■ **Goal of the exercise**:
Write only the number of lines in the data that contain the word "pinky".

■ **Stored data**:

● ● ● ● ● ● ●

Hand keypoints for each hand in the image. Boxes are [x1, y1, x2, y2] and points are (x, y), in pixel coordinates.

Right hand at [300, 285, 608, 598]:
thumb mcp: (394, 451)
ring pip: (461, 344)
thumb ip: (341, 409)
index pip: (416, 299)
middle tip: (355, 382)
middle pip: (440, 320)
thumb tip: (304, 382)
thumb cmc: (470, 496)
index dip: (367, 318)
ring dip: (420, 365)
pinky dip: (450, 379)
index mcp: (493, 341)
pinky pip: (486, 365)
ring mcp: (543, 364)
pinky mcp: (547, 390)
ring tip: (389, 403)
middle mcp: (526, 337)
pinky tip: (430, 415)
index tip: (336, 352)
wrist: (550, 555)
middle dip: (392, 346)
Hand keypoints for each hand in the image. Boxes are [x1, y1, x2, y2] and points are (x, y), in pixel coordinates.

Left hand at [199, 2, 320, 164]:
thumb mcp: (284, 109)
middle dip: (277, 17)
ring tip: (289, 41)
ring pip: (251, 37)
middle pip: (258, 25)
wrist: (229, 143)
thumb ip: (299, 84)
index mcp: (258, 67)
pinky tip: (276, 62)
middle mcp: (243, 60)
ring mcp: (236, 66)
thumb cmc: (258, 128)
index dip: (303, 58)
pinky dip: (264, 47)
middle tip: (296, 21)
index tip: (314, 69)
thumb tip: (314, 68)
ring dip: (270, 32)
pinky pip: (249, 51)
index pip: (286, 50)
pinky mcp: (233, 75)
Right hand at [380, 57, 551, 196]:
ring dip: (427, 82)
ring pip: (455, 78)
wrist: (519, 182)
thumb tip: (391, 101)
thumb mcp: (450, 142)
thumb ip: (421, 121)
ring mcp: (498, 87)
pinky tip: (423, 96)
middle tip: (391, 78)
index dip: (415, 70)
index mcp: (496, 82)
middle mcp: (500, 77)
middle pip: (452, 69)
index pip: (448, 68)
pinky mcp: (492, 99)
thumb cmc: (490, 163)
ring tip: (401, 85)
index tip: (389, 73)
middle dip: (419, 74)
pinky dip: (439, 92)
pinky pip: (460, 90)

● ● ● ● ● ● ●

■ **Response box**:
12